== Work order ==
Output the data verbatim, minus the images.

--- Data supplied ---

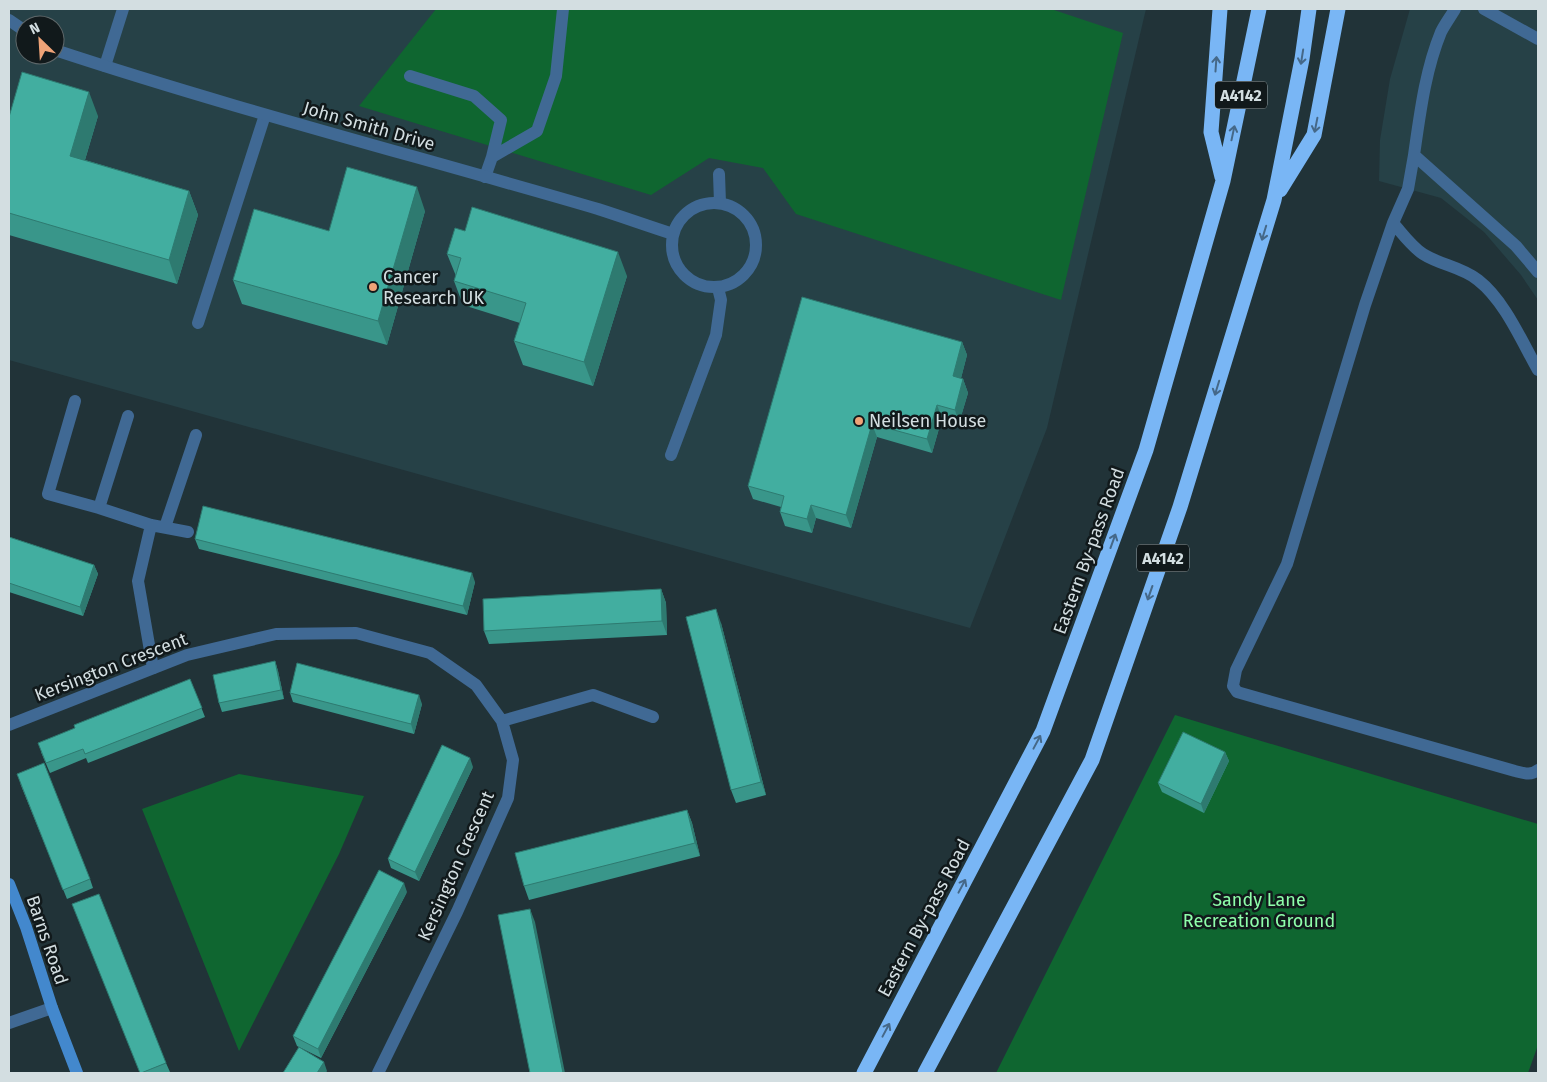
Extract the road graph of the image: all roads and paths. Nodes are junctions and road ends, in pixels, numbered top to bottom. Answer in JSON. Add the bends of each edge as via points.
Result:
{"nodes":[{"id":1,"x":123,"y":9,"type":"edge"},
{"id":2,"x":563,"y":9,"type":"edge"},
{"id":3,"x":1220,"y":9,"type":"edge"},
{"id":4,"x":1260,"y":9,"type":"edge"},
{"id":5,"x":1308,"y":9,"type":"edge"},
{"id":6,"x":1338,"y":9,"type":"edge"},
{"id":7,"x":1456,"y":9,"type":"edge"},
{"id":8,"x":1484,"y":9,"type":"edge"},
{"id":9,"x":1538,"y":39,"type":"edge"},
{"id":10,"x":65,"y":53,"type":"edge"},
{"id":11,"x":105,"y":66,"type":"junction"},
{"id":12,"x":410,"y":76,"type":"dead end"},
{"id":13,"x":265,"y":115,"type":"junction"},
{"id":14,"x":1414,"y":155,"type":"junction"},
{"id":15,"x":492,"y":157,"type":"junction"},
{"id":16,"x":719,"y":174,"type":"dead end"},
{"id":17,"x":485,"y":177,"type":"junction"},
{"id":18,"x":1223,"y":181,"type":"junction"},
{"id":19,"x":1274,"y":200,"type":"junction"},
{"id":20,"x":720,"y":203,"type":"junction"},
{"id":21,"x":1393,"y":223,"type":"junction"},
{"id":22,"x":673,"y":234,"type":"junction"},
{"id":23,"x":1538,"y":272,"type":"edge"},
{"id":24,"x":718,"y":288,"type":"junction"},
{"id":25,"x":198,"y":322,"type":"dead end"},
{"id":26,"x":1538,"y":370,"type":"edge"},
{"id":27,"x":75,"y":401,"type":"dead end"},
{"id":28,"x":128,"y":416,"type":"dead end"},
{"id":29,"x":196,"y":434,"type":"dead end"},
{"id":30,"x":671,"y":455,"type":"dead end"},
{"id":31,"x":99,"y":508,"type":"junction"},
{"id":32,"x":150,"y":525,"type":"junction"},
{"id":33,"x":165,"y":527,"type":"junction"},
{"id":34,"x":188,"y":532,"type":"dead end"},
{"id":35,"x":153,"y":668,"type":"junction"},
{"id":36,"x":653,"y":717,"type":"dead end"},
{"id":37,"x":502,"y":721,"type":"junction"},
{"id":38,"x":9,"y":725,"type":"edge"},
{"id":39,"x":1538,"y":770,"type":"edge"},
{"id":40,"x":9,"y":884,"type":"edge"},
{"id":41,"x":52,"y":1008,"type":"junction"},
{"id":42,"x":9,"y":1023,"type":"edge"},
{"id":43,"x":76,"y":1073,"type":"edge"},
{"id":44,"x":378,"y":1073,"type":"edge"},
{"id":45,"x":864,"y":1073,"type":"edge"},
{"id":46,"x":925,"y":1073,"type":"edge"}],
"edges":[{"from":1,"to":11,"type":"street"},
{"from":2,"to":15,"type":"street","via":[[556,76],[537,131]]},
{"from":18,"to":3,"type":"highway","one_way":true,"via":[[1211,132]]},
{"from":18,"to":4,"type":"highway","name":"Eastern By-pass Road","number":"A4142","one_way":true},
{"from":5,"to":19,"type":"highway","number":"A4142","one_way":true,"via":[[1302,60]]},
{"from":6,"to":19,"type":"highway","one_way":true,"via":[[1314,135]]},
{"from":7,"to":14,"type":"street","via":[[1442,31],[1431,60]]},
{"from":8,"to":9,"type":"street"},
{"from":10,"to":11,"type":"street","name":"John Smith Drive"},
{"from":11,"to":13,"type":"street","name":"John Smith Drive"},
{"from":12,"to":15,"type":"street","via":[[474,96],[500,120]]},
{"from":13,"to":17,"type":"street","name":"John Smith Drive"},
{"from":13,"to":25,"type":"street"},
{"from":14,"to":21,"type":"street","via":[[1408,189]]},
{"from":14,"to":23,"type":"street","via":[[1516,246]]},
{"from":15,"to":17,"type":"street"},
{"from":16,"to":20,"type":"street"},
{"from":17,"to":22,"type":"street","name":"John Smith Drive"},
{"from":45,"to":18,"type":"highway","name":"Eastern By-pass Road","number":"A4142","one_way":true,"via":[[1043,731],[1146,450]]},
{"from":19,"to":46,"type":"highway","number":"A4142","one_way":true,"via":[[1180,507],[1092,760]]},
{"from":20,"to":22,"type":"street","via":[[706,203],[690,210]]},
{"from":20,"to":24,"type":"street","via":[[734,207],[746,216],[757,242],[749,270]]},
{"from":21,"to":26,"type":"street","via":[[1423,254],[1479,280],[1511,321]]},
{"from":21,"to":39,"type":"street","via":[[1287,564],[1236,670],[1233,686],[1237,692],[1515,771],[1528,774]]},
{"from":22,"to":24,"type":"street","via":[[672,251],[676,264],[686,276],[698,284]]},
{"from":24,"to":30,"type":"street","via":[[721,300],[716,335]]},
{"from":27,"to":31,"type":"street","via":[[48,494]]},
{"from":28,"to":31,"type":"street"},
{"from":29,"to":33,"type":"street"},
{"from":31,"to":32,"type":"street"},
{"from":32,"to":33,"type":"street"},
{"from":32,"to":35,"type":"street","via":[[138,581]]},
{"from":33,"to":34,"type":"street"},
{"from":35,"to":37,"type":"street","name":"Kersington Crescent","via":[[188,655],[276,634],[356,633],[430,653],[476,684]]},
{"from":35,"to":38,"type":"street","name":"Kersington Crescent"},
{"from":36,"to":37,"type":"street","via":[[594,695]]},
{"from":37,"to":44,"type":"street","name":"Kersington Crescent","via":[[513,760],[508,798],[457,912]]},
{"from":40,"to":41,"type":"street","name":"Barns Road"},
{"from":41,"to":42,"type":"street","name":"Barns Road"},
{"from":41,"to":43,"type":"street","name":"Barns Road"}]}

---

== Answer space ==
Extract the road graph of the image: all roads and paths. Nodes are junctions and road ends, in pixels, numbered top to bottom. Answer in JSON. Add the bends of each edge as via points.
Result:
{"nodes":[{"id":1,"x":123,"y":9,"type":"edge"},
{"id":2,"x":563,"y":9,"type":"edge"},
{"id":3,"x":1220,"y":9,"type":"edge"},
{"id":4,"x":1260,"y":9,"type":"edge"},
{"id":5,"x":1308,"y":9,"type":"edge"},
{"id":6,"x":1338,"y":9,"type":"edge"},
{"id":7,"x":1456,"y":9,"type":"edge"},
{"id":8,"x":1484,"y":9,"type":"edge"},
{"id":9,"x":1538,"y":39,"type":"edge"},
{"id":10,"x":65,"y":53,"type":"edge"},
{"id":11,"x":105,"y":66,"type":"junction"},
{"id":12,"x":410,"y":76,"type":"dead end"},
{"id":13,"x":265,"y":115,"type":"junction"},
{"id":14,"x":1414,"y":155,"type":"junction"},
{"id":15,"x":492,"y":157,"type":"junction"},
{"id":16,"x":719,"y":174,"type":"dead end"},
{"id":17,"x":485,"y":177,"type":"junction"},
{"id":18,"x":1223,"y":181,"type":"junction"},
{"id":19,"x":1274,"y":200,"type":"junction"},
{"id":20,"x":720,"y":203,"type":"junction"},
{"id":21,"x":1393,"y":223,"type":"junction"},
{"id":22,"x":673,"y":234,"type":"junction"},
{"id":23,"x":1538,"y":272,"type":"edge"},
{"id":24,"x":718,"y":288,"type":"junction"},
{"id":25,"x":198,"y":322,"type":"dead end"},
{"id":26,"x":1538,"y":370,"type":"edge"},
{"id":27,"x":75,"y":401,"type":"dead end"},
{"id":28,"x":128,"y":416,"type":"dead end"},
{"id":29,"x":196,"y":434,"type":"dead end"},
{"id":30,"x":671,"y":455,"type":"dead end"},
{"id":31,"x":99,"y":508,"type":"junction"},
{"id":32,"x":150,"y":525,"type":"junction"},
{"id":33,"x":165,"y":527,"type":"junction"},
{"id":34,"x":188,"y":532,"type":"dead end"},
{"id":35,"x":153,"y":668,"type":"junction"},
{"id":36,"x":653,"y":717,"type":"dead end"},
{"id":37,"x":502,"y":721,"type":"junction"},
{"id":38,"x":9,"y":725,"type":"edge"},
{"id":39,"x":1538,"y":770,"type":"edge"},
{"id":40,"x":9,"y":884,"type":"edge"},
{"id":41,"x":52,"y":1008,"type":"junction"},
{"id":42,"x":9,"y":1023,"type":"edge"},
{"id":43,"x":76,"y":1073,"type":"edge"},
{"id":44,"x":378,"y":1073,"type":"edge"},
{"id":45,"x":864,"y":1073,"type":"edge"},
{"id":46,"x":925,"y":1073,"type":"edge"}],
"edges":[{"from":1,"to":11,"type":"street"},
{"from":2,"to":15,"type":"street","via":[[556,76],[537,131]]},
{"from":18,"to":3,"type":"highway","one_way":true,"via":[[1211,132]]},
{"from":18,"to":4,"type":"highway","name":"Eastern By-pass Road","number":"A4142","one_way":true},
{"from":5,"to":19,"type":"highway","number":"A4142","one_way":true,"via":[[1302,60]]},
{"from":6,"to":19,"type":"highway","one_way":true,"via":[[1314,135]]},
{"from":7,"to":14,"type":"street","via":[[1442,31],[1431,60]]},
{"from":8,"to":9,"type":"street"},
{"from":10,"to":11,"type":"street","name":"John Smith Drive"},
{"from":11,"to":13,"type":"street","name":"John Smith Drive"},
{"from":12,"to":15,"type":"street","via":[[474,96],[500,120]]},
{"from":13,"to":17,"type":"street","name":"John Smith Drive"},
{"from":13,"to":25,"type":"street"},
{"from":14,"to":21,"type":"street","via":[[1408,189]]},
{"from":14,"to":23,"type":"street","via":[[1516,246]]},
{"from":15,"to":17,"type":"street"},
{"from":16,"to":20,"type":"street"},
{"from":17,"to":22,"type":"street","name":"John Smith Drive"},
{"from":45,"to":18,"type":"highway","name":"Eastern By-pass Road","number":"A4142","one_way":true,"via":[[1043,731],[1146,450]]},
{"from":19,"to":46,"type":"highway","number":"A4142","one_way":true,"via":[[1180,507],[1092,760]]},
{"from":20,"to":22,"type":"street","via":[[706,203],[690,210]]},
{"from":20,"to":24,"type":"street","via":[[734,207],[746,216],[757,242],[749,270]]},
{"from":21,"to":26,"type":"street","via":[[1423,254],[1479,280],[1511,321]]},
{"from":21,"to":39,"type":"street","via":[[1287,564],[1236,670],[1233,686],[1237,692],[1515,771],[1528,774]]},
{"from":22,"to":24,"type":"street","via":[[672,251],[676,264],[686,276],[698,284]]},
{"from":24,"to":30,"type":"street","via":[[721,300],[716,335]]},
{"from":27,"to":31,"type":"street","via":[[48,494]]},
{"from":28,"to":31,"type":"street"},
{"from":29,"to":33,"type":"street"},
{"from":31,"to":32,"type":"street"},
{"from":32,"to":33,"type":"street"},
{"from":32,"to":35,"type":"street","via":[[138,581]]},
{"from":33,"to":34,"type":"street"},
{"from":35,"to":37,"type":"street","name":"Kersington Crescent","via":[[188,655],[276,634],[356,633],[430,653],[476,684]]},
{"from":35,"to":38,"type":"street","name":"Kersington Crescent"},
{"from":36,"to":37,"type":"street","via":[[594,695]]},
{"from":37,"to":44,"type":"street","name":"Kersington Crescent","via":[[513,760],[508,798],[457,912]]},
{"from":40,"to":41,"type":"street","name":"Barns Road"},
{"from":41,"to":42,"type":"street","name":"Barns Road"},
{"from":41,"to":43,"type":"street","name":"Barns Road"}]}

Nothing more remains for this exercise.